Stressing that the provision illustrated a lack of understanding of the dynamics of violence in familial homes and rehabilitation centres, the activists noted that “the definition of family should also be expanded to legally recognise families of choice, partnership, marriage and friendship” as per the standing committee’s recommendations.
“Trans people are not children and as adults of over 18 years of age can take decisions on their own about whether to stay at their own homes or with members of their community,” said Vyjayanti, a trans activist at the press conference.

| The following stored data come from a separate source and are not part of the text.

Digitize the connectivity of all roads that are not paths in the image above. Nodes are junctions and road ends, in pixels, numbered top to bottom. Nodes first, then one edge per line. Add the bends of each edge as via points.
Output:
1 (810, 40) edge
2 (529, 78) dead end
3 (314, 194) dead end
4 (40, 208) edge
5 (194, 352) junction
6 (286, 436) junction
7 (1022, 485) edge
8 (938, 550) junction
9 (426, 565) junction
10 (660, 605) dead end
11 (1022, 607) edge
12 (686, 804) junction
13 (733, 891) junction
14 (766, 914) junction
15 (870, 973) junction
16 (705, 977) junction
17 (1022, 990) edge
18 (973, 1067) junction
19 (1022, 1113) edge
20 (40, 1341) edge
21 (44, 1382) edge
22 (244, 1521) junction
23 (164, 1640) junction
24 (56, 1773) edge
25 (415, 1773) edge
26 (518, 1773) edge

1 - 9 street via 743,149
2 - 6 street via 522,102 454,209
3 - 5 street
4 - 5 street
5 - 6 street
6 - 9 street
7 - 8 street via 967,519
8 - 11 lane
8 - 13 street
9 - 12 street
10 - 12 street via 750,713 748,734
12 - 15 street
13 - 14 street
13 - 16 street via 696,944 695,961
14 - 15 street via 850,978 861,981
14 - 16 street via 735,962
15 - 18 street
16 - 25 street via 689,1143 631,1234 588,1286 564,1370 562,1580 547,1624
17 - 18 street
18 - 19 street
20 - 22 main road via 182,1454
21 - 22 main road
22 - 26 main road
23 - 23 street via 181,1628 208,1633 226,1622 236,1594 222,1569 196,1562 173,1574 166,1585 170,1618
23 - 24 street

Regarding the provision of the Bill that calls for a trans member to, at the direction of a competent court, be placed at a rehabilitation centre, Vyjayanti said that, “It is universal knowledge that remand homes and rehabilitation centres are no better than state-owned police-run brothels of trafficking and that they merely transfer people from one form of trafficking, say, sex trafficking, to bonded labour trafficking.” She also made mention of the Bihar sexual abuse exposé which “denuded the dark underbelly of these remand homes and rehabilitation centres”.
Elimination of screening committees
The 2018 Bill also upheld the establishment of screening committees, comprised of district magistrate, psychiatrists, medical officers, and one trans person, which would have the power to determine whether or not an applicant qualifies as transgender despite the NALSA judgement’s explicit recognition of the right to self-determination of one’s gender identity. Trans activists pointed out that the “process of ‘proving’ one’s gender in front of a committee violates multiple fundamental rights, and is utterly humiliating.”
Also read: Discard Regressive Laws That Legitimise Violence Against Transgender People
It has been argued that the very presence of screening committees and the need for medical certification leave transgender persons’ identities subject to doubt until ‘approved’ by external gatekeepers. This, as Shreya Ila Anasuya points out in the report, will also inevitably lead to more discrimination and harassment by people empowered to screen and scrutinise trans people’s lives.
In addition, the Bill also mandated a “surgery” as the basis for applicants to identify with a binary gender – a requirement which violated the principle of self-determination of identity for Trans, Intersex, and GNC people, and also disenfranchised those who would be unable to afford surgeries as well as those who do not desire any surgeries. The Bill, as highlighted here, assumed that all transgender people universally would either want to or have the ability to go through medical and surgical procedures.
In this context the activists called for the implementation of the standing committee’s recommendation “that any procedure for ‘identification of transgender persons’ which goes beyond self-identification, and is likely to involve an element of medical, biological or mental assessment, would violate transgender persons’ rights under Article 19 and 21 of the Constitution”.
While the apex court’s verdict directed the state to provide social support for sex reassignment surgeries, the 2018 Bill included no such provision to subsidise the procedure.
Activists also called for gender-affirming medical procedures, full insurance coverage and the choice of male or female or separate wards for trans people in hospitals in addition to the establishment of National and State Trans Rights Commissions to tackle grievances and issues surrounding welfare and benefits. They also stressed on the need to sensitise staff and employees at the grass-roots level to the concerns and rights of members of trans communities.
Note: The story has been edited to add attribution and links to Shreya Ila Anasuya‘s earlier reporting in The Wire on the same issue.